**What you are asked to do:** Wherever the string "Digitize" turns up in the data, copy the whole line.

-------- Data section

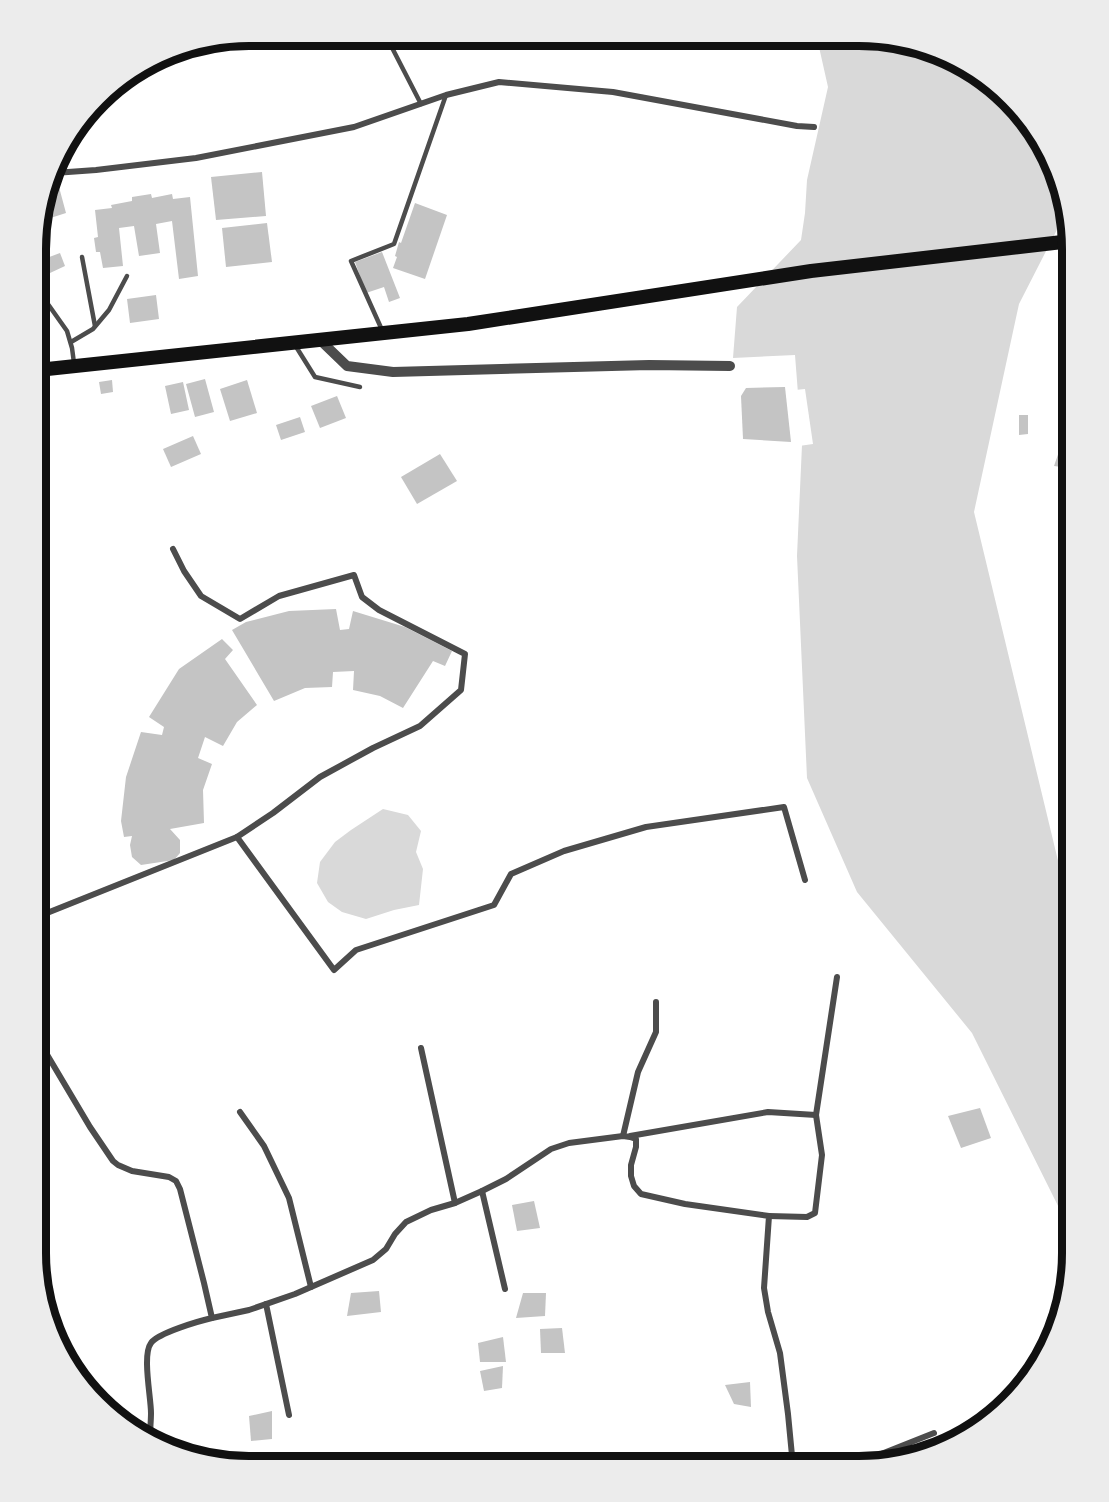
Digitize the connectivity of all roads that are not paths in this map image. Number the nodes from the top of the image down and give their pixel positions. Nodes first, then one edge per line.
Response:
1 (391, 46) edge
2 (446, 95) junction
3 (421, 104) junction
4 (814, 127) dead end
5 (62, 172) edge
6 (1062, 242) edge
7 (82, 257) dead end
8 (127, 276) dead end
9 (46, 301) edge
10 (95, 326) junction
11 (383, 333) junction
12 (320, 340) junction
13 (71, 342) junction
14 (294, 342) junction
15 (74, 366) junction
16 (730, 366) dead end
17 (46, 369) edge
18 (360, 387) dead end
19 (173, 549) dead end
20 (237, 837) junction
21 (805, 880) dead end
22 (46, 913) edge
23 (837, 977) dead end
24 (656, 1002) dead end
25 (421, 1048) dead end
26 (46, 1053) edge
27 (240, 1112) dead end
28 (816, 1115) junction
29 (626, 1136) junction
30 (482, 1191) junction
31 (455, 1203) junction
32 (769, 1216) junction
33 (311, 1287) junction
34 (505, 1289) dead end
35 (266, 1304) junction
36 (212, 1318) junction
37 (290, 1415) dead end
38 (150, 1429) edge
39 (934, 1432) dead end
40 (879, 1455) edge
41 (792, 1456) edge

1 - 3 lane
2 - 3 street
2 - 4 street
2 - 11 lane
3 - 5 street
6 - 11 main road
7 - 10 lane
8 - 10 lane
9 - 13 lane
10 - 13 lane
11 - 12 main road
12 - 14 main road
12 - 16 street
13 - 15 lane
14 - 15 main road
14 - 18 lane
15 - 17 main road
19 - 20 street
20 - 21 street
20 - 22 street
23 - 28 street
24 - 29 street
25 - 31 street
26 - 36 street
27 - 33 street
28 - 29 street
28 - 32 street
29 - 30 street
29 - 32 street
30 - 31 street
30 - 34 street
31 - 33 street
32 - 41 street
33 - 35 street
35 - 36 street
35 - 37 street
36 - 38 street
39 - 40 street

----------------
-------- Data section

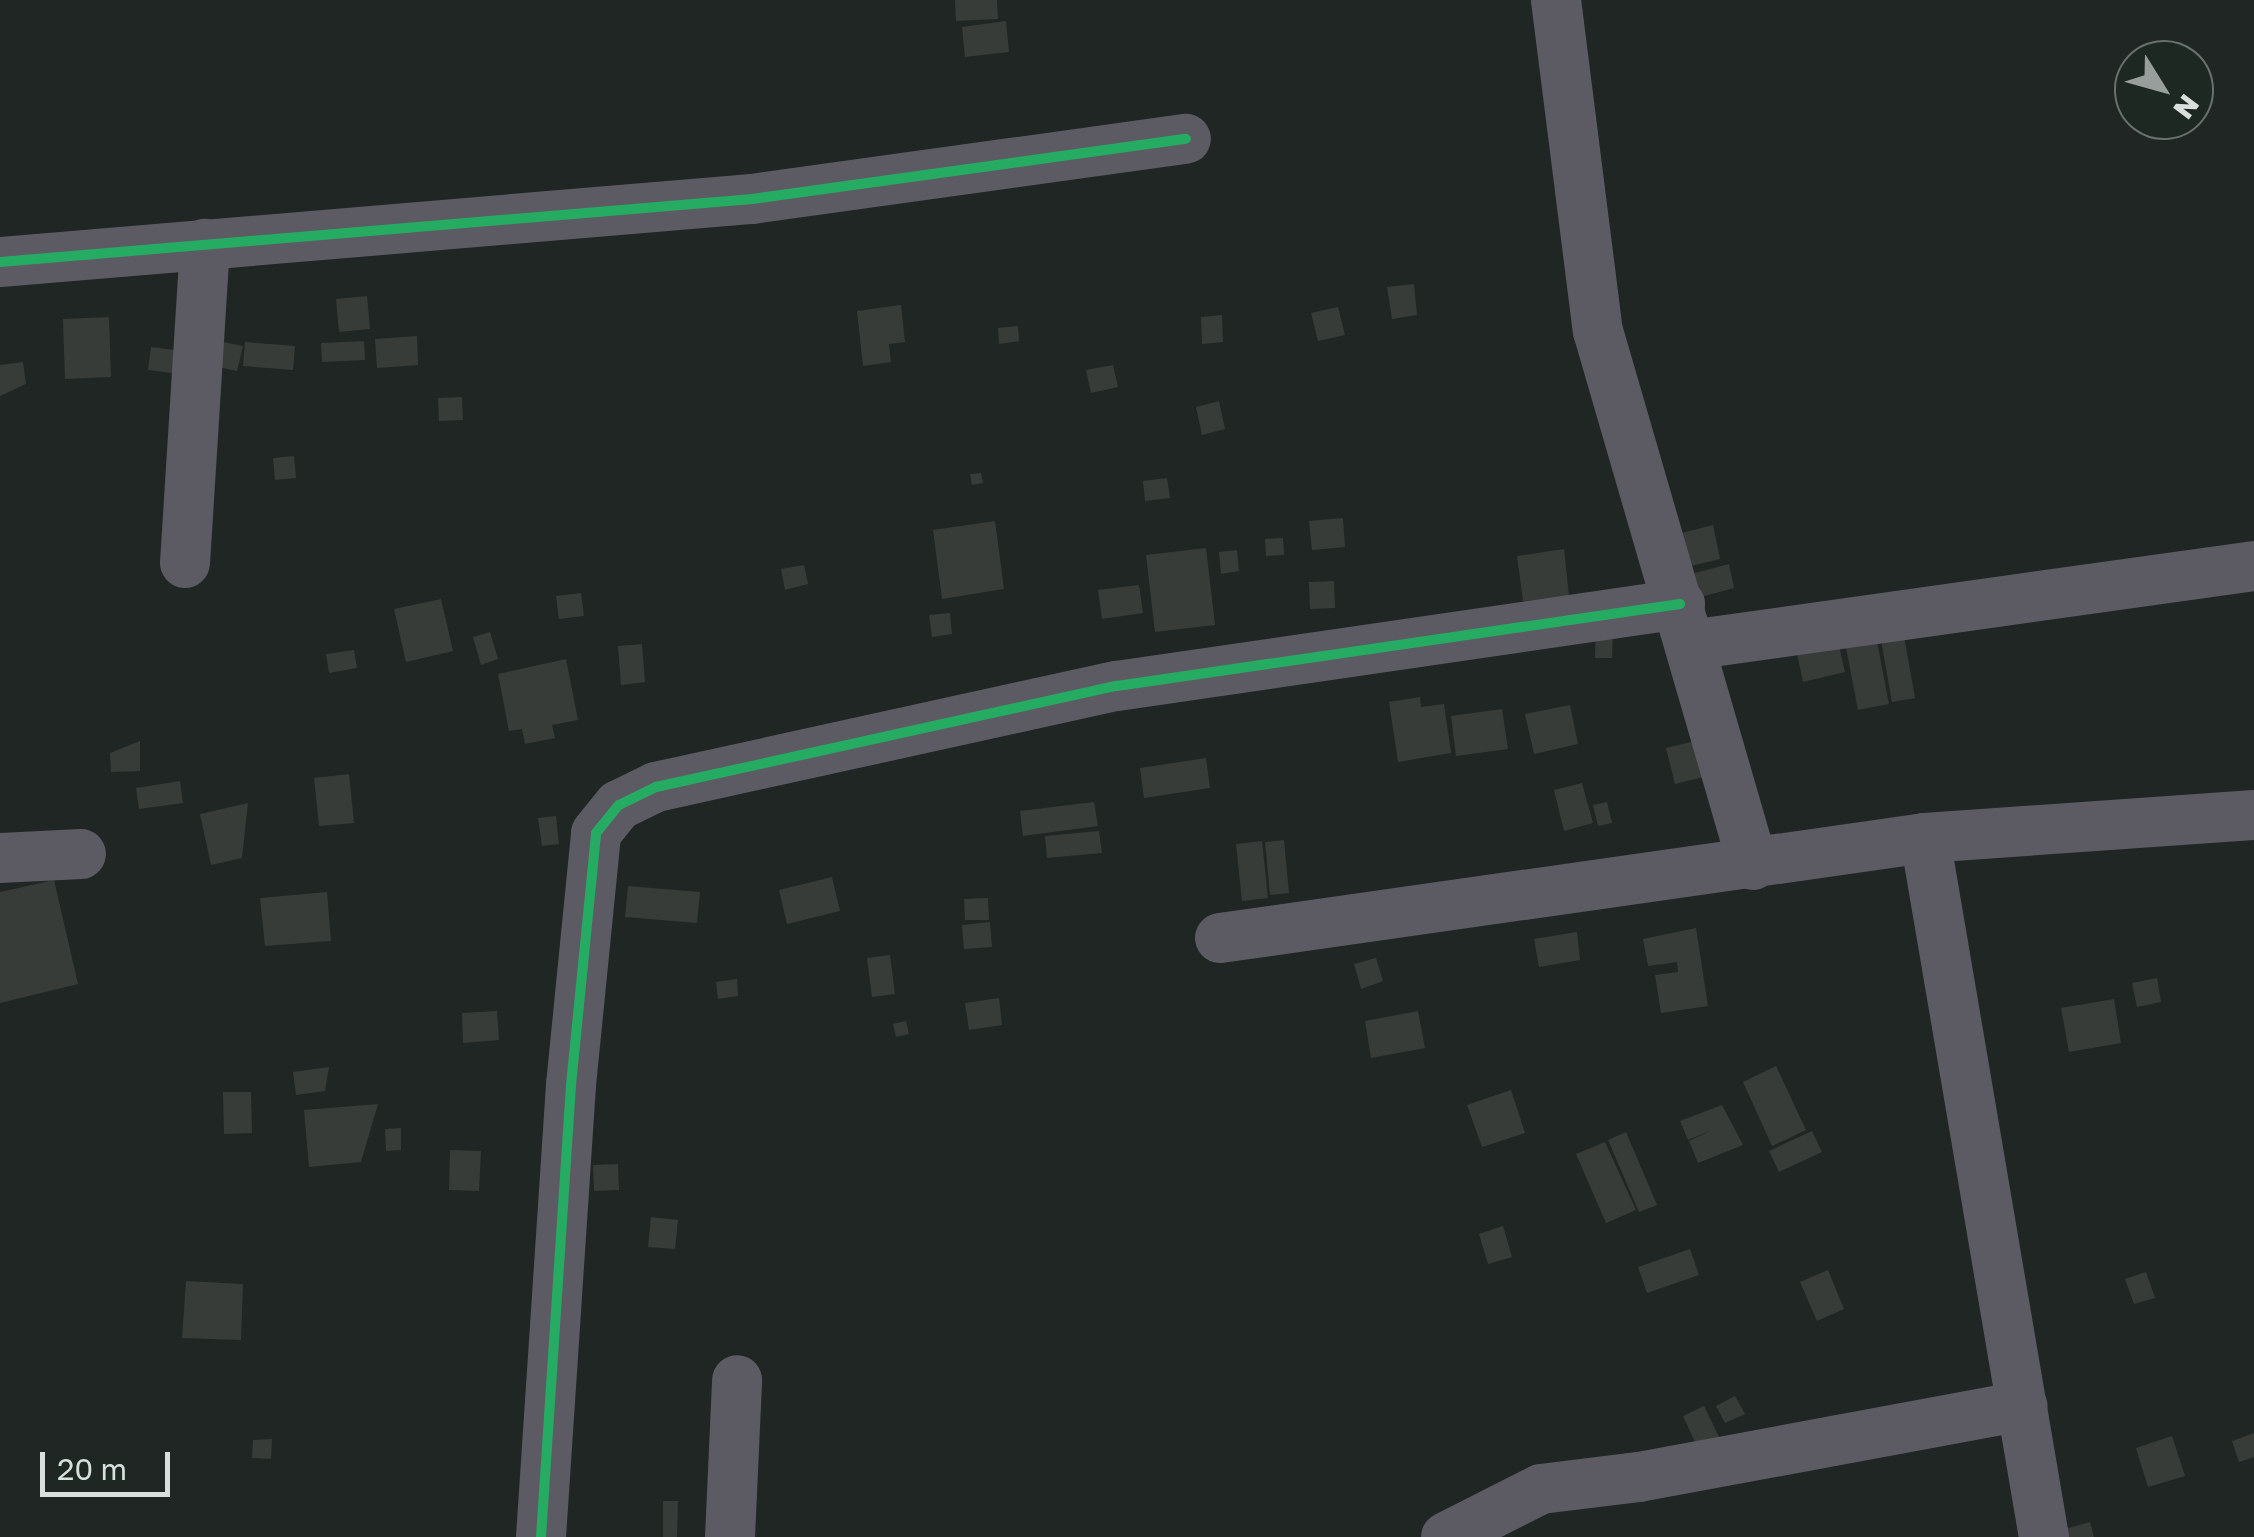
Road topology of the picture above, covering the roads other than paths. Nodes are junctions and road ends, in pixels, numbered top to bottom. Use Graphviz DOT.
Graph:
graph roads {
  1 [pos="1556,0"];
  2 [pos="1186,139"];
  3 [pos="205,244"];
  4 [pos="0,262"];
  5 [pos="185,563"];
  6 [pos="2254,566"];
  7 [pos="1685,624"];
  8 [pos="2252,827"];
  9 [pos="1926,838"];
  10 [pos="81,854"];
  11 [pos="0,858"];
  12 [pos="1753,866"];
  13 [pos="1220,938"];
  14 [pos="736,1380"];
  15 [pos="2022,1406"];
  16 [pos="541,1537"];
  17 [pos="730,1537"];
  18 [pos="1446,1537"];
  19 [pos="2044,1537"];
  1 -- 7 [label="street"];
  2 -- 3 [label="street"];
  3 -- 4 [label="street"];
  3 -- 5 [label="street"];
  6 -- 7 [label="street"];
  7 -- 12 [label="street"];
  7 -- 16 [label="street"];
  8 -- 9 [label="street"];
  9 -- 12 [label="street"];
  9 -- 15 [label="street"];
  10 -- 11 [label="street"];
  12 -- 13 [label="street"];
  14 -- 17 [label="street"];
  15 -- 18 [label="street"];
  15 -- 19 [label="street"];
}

----------------
-------- Data section

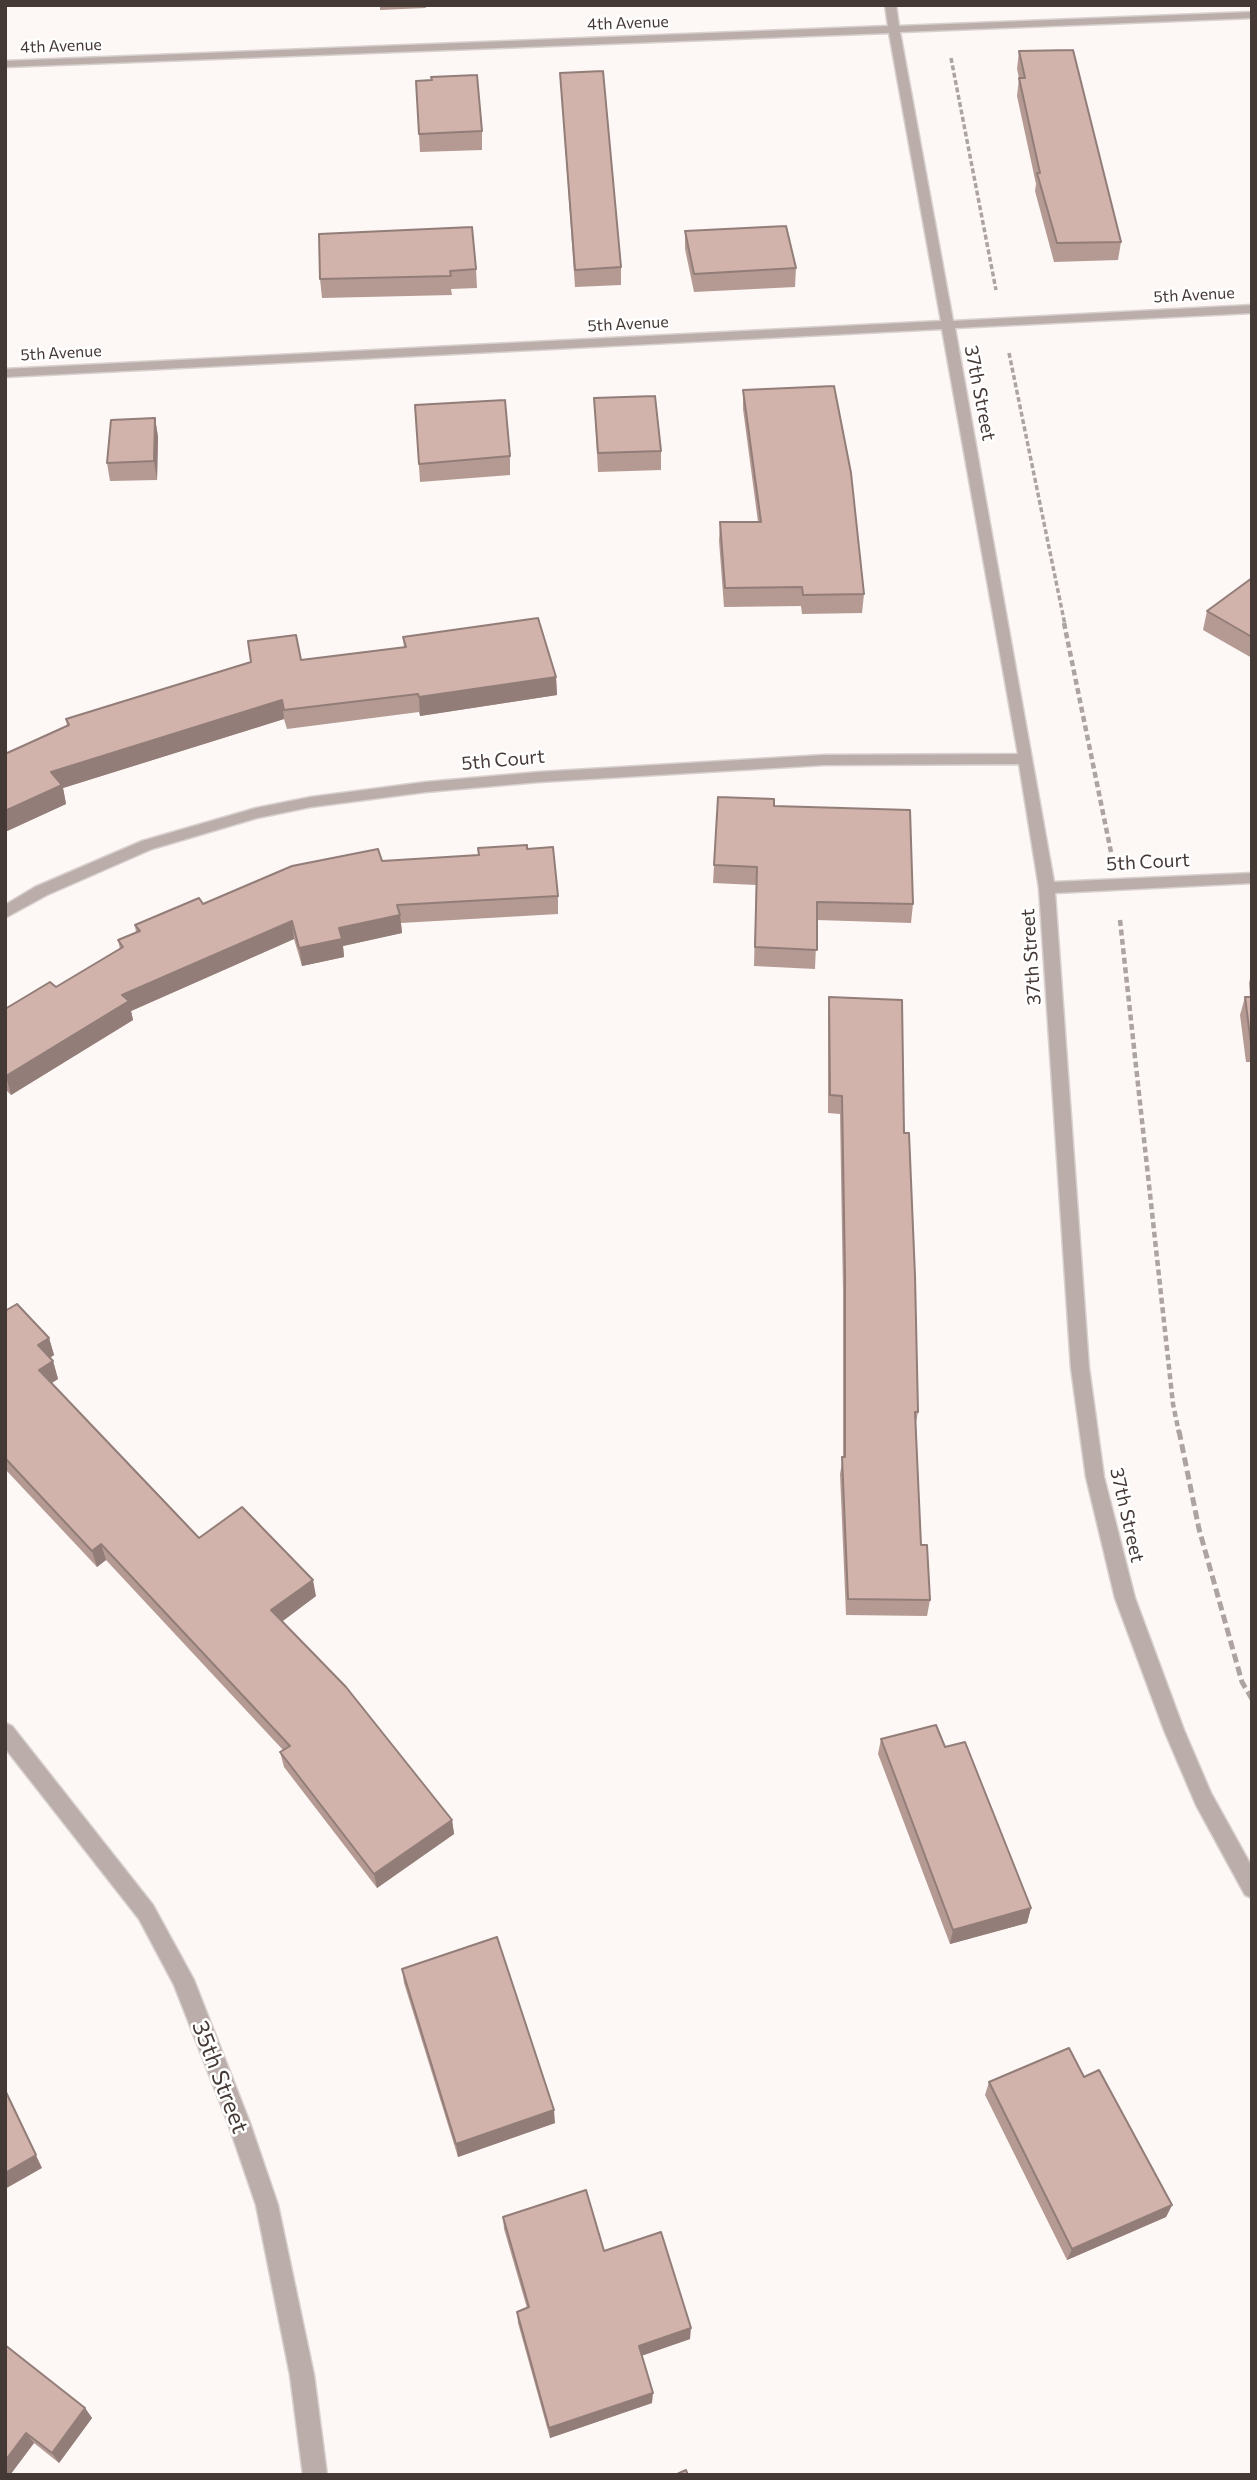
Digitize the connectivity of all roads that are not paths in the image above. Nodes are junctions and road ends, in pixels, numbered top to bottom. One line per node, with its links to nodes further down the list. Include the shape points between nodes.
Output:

----------------

**Response area:**
Digitize the connectivity of all roads that are not paths in this map image. Number the nodes from the top of the image down and give their pixel positions. Nodes first, then one edge per line.
Digitize the connectivity of all roads that are not paths in the image above. Nodes are junctions and road ends, in pixels, numbered top to bottom. One line per node, with its links to nodes further down the list. Include the shape points between nodes.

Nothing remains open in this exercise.